_Instructions to follow_
The word to find is "Professeur". State how many lines below contain it, giving only the number.
══════════════════════════════
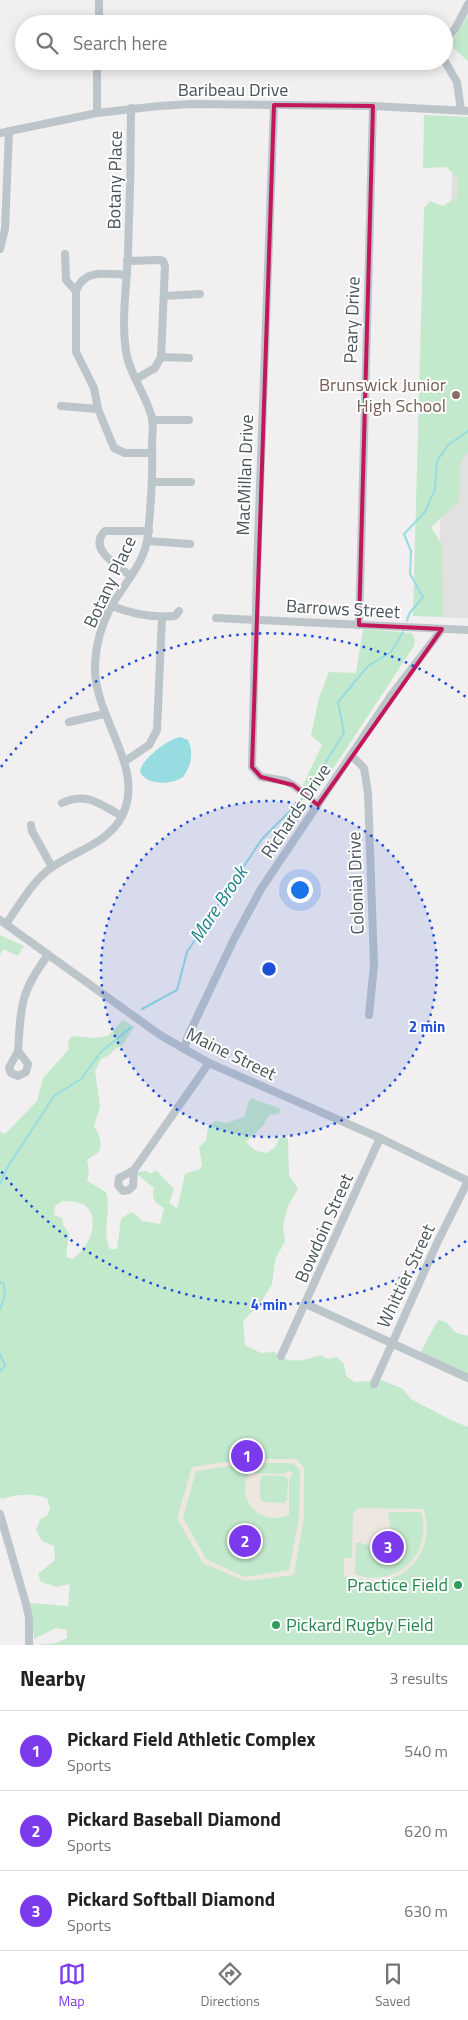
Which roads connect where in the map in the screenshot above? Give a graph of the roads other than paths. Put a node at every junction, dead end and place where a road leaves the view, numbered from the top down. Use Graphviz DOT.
graph roads {
  1 [pos="99,0"];
  2 [pos="468,4"];
  3 [pos="98,15"];
  4 [pos="453,31"];
  5 [pos="97,70"];
  6 [pos="450,70"];
  7 [pos="274,105"];
  8 [pos="373,106"];
  9 [pos="131,108"];
  10 [pos="465,110"];
  11 [pos="96,114"];
  12 [pos="9,130"];
  13 [pos="0,133"];
  14 [pos="0,249"];
  15 [pos="65,254"];
  16 [pos="128,261"];
  17 [pos="127,275"];
  18 [pos="76,290"];
  19 [pos="200,294"];
  20 [pos="164,296"];
  21 [pos="161,358"];
  22 [pos="189,358"];
  23 [pos="136,380"];
  24 [pos="61,406"];
  25 [pos="98,409"];
  26 [pos="152,420"];
  27 [pos="189,420"];
  28 [pos="152,453"];
  29 [pos="152,482"];
  30 [pos="192,482"];
  31 [pos="149,531"];
  32 [pos="148,541"];
  33 [pos="190,544"];
  34 [pos="131,576"];
  35 [pos="112,606"];
  36 [pos="179,611"];
  37 [pos="162,617"];
  38 [pos="216,618"];
  39 [pos="256,620"];
  40 [pos="358,625"];
  41 [pos="442,629"];
  42 [pos="468,630"];
  43 [pos="104,714"];
  44 [pos="69,722"];
  45 [pos="351,756"];
  46 [pos="124,762"];
  47 [pos="62,802"];
  48 [pos="318,805"];
  49 [pos="122,816"];
  50 [pos="31,825"];
  51 [pos="52,867"];
  52 [pos="3,922"];
  53 [pos="48,955"];
  54 [pos="370,1015"];
  55 [pos="184,1049"];
  56 [pos="18,1051"];
  57 [pos="209,1063"];
  58 [pos="380,1138"];
  59 [pos="134,1170"];
  60 [pos="468,1181"];
  61 [pos="306,1304"];
  62 [pos="392,1344"];
  63 [pos="281,1356"];
  64 [pos="468,1378"];
  65 [pos="374,1384"];
  66 [pos="1,1518"];
  67 [pos="28,1645"];
  1 -- 3 [label="street"];
  2 -- 4 [label="street"];
  5 -- 11 [label="street"];
  6 -- 10 [label="street"];
  7 -- 8 [label="street, Baribeau Drive"];
  7 -- 9 [label="street, Baribeau Drive"];
  7 -- 39 [label="street, MacMillan Drive"];
  8 -- 10 [label="street, Baribeau Drive"];
  8 -- 40 [label="street, Peary Drive"];
  9 -- 11 [label="street, Baribeau Drive"];
  9 -- 16 [label="street, Botany Place"];
  11 -- 12 [label="street, Baribeau Drive"];
  12 -- 13 [label="street, Baribeau Drive"];
  12 -- 14 [label="street"];
  15 -- 18 [label="street"];
  16 -- 17 [label="street, Botany Place"];
  16 -- 20 [label="street"];
  17 -- 18 [label="street"];
  17 -- 23 [label="street, Botany Place"];
  18 -- 25 [label="street"];
  19 -- 20 [label="street"];
  20 -- 21 [label="street"];
  21 -- 22 [label="street"];
  21 -- 23 [label="street"];
  23 -- 26 [label="street, Botany Place"];
  24 -- 25 [label="street"];
  25 -- 28 [label="street"];
  26 -- 27 [label="street"];
  26 -- 28 [label="street, Botany Place"];
  28 -- 29 [label="street, Botany Place"];
  29 -- 30 [label="street"];
  29 -- 31 [label="street, Botany Place"];
  31 -- 32 [label="street, Botany Place"];
  31 -- 34 [label="street"];
  32 -- 33 [label="street"];
  32 -- 34 [label="street, Botany Place"];
  34 -- 35 [label="street, Botany Place"];
  35 -- 37 [label="street"];
  35 -- 43 [label="street, Botany Place"];
  36 -- 37 [label="street"];
  37 -- 46 [label="street"];
  38 -- 39 [label="street, Barrows Street"];
  39 -- 40 [label="street, Barrows Street"];
  39 -- 48 [label="street, MacMillan Drive"];
  40 -- 41 [label="street, Barrows Street"];
  41 -- 42 [label="street, Barrows Street"];
  41 -- 45 [label="street, Richards Drive"];
  43 -- 44 [label="street"];
  43 -- 46 [label="street, Botany Place"];
  45 -- 48 [label="street, Richards Drive"];
  45 -- 54 [label="street, Colonial Drive"];
  46 -- 49 [label="street, Botany Place"];
  47 -- 49 [label="street"];
  48 -- 55 [label="street, Richards Drive"];
  49 -- 51 [label="street, Botany Place"];
  50 -- 51 [label="street"];
  51 -- 52 [label="street, Botany Place"];
  52 -- 53 [label="street, Maine Street"];
  53 -- 55 [label="street, Maine Street"];
  53 -- 56 [label="street"];
  55 -- 57 [label="street, Maine Street"];
  57 -- 58 [label="street, Maine Street"];
  57 -- 59 [label="street"];
  58 -- 60 [label="street, Maine Street"];
  58 -- 61 [label="street, Bowdoin Street"];
  60 -- 62 [label="street, Whittier Street"];
  61 -- 62 [label="street"];
  61 -- 63 [label="street, Bowdoin Street"];
  62 -- 64 [label="street"];
  62 -- 65 [label="street, Whittier Street"];
  66 -- 67 [label="street"];
}
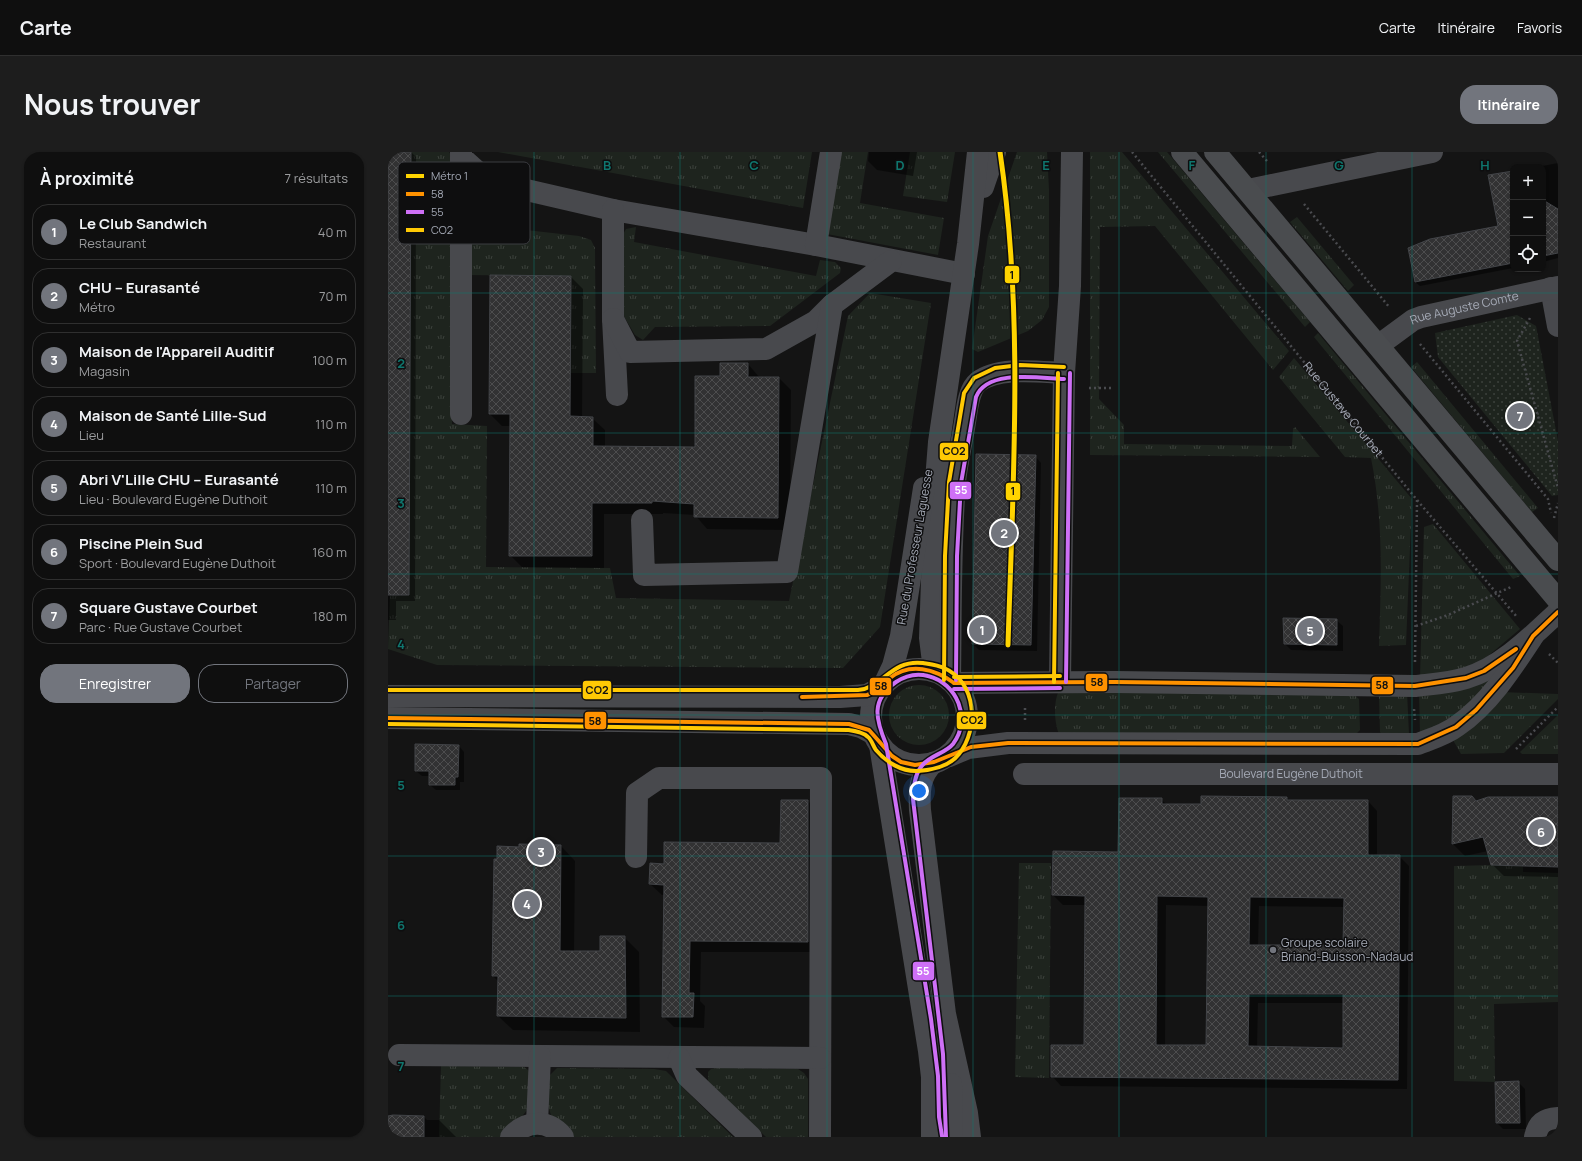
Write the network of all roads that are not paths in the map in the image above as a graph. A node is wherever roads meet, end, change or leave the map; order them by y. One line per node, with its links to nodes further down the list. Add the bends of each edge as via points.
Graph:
1 (832, 152): 14 (street)
2 (978, 152): 13 (street, Rue du Professeur Laguesse)
3 (995, 152): 13 (street, Rue du Professeur Laguesse)
4 (1057, 152): 22 (street, via 1059,304)
5 (1072, 152): 22 (street, via 1070,286)
6 (1182, 152): 29 (main road)
7 (1215, 152): 9 (main road)
8 (1432, 152): 9 (street)
9 (1248, 190): 21 (main road)
10 (530, 191): 11 (street)
11 (613, 210): 14 (street); 19 (street)
12 (461, 244): 26 (street)
13 (968, 244): 16 (street, Rue du Professeur Laguesse)
14 (816, 245): 15 (street)
15 (891, 260): 16 (street); 18 (street)
16 (964, 274): 23 (street, Rue du Professeur Laguesse)
17 (1555, 288): 20 (street); 21 (street, Rue Auguste Comte, via 1421,316)
18 (832, 305): 19 (street, via 816,321 766,349 630,352); 27 (street, via 787,572 644,575)
19 (613, 319): 25 (street)
20 (1558, 326)
21 (1379, 345): 28 (main road, via 1430,410)
22 (1064, 373): 24 (street, via 1000,373 982,380); 33 (street)
23 (946, 385): 24 (street); 32 (street, Rue du Professeur Laguesse, via 935,493 930,638 933,662); 34 (street, Rue du Professeur Laguesse, via 924,489 901,636 893,666)
24 (973, 388): 32 (street, via 955,482)
25 (617, 395)
26 (461, 414)
27 (642, 520)
28 (1558, 560)
29 (1558, 600)
30 (1558, 612): 31 (street)
31 (1533, 636): 33 (street, via 1484,671 1466,678 1415,686); 38 (street, via 1513,668 1476,710 1456,727 1418,744 1019,742 964,749)
32 (949, 679): 33 (street); 34 (street, via 929,670 909,670 896,674); 38 (street, via 964,699 968,717 961,741)
33 (1060, 682)
34 (882, 686): 35 (street, via 867,695 840,697); 37 (street, via 872,707 871,721)
35 (388, 696)
36 (388, 718): 37 (street, via 849,724 861,727)
37 (877, 740): 38 (street, via 889,755 907,764 920,766); 49 (street, via 925,1020 932,1077)
38 (941, 759): 42 (street, via 927,768 921,781 920,804)
39 (1024, 774): 40 (street, Boulevard Eugène Duthoit)
40 (1558, 774)
41 (636, 857): 46 (street, via 638,793 659,778 821,778)
42 (945, 1014): 54 (street); 55 (street)
43 (399, 1054): 44 (street)
44 (540, 1056): 45 (street); 48 (street)
45 (679, 1058): 46 (street); 52 (street, via 687,1076)
46 (820, 1058): 53 (street)
47 (1558, 1118): 56 (street, via 1544,1120 1538,1126)
48 (537, 1123): 50 (street, via 518,1129); 51 (street, via 558,1130)
49 (934, 1131)
50 (511, 1137)
51 (563, 1137)
52 (751, 1137)
53 (820, 1137)
54 (952, 1137)
55 (970, 1137)
56 (1535, 1137)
══════════════════════════════
_Answer section_
5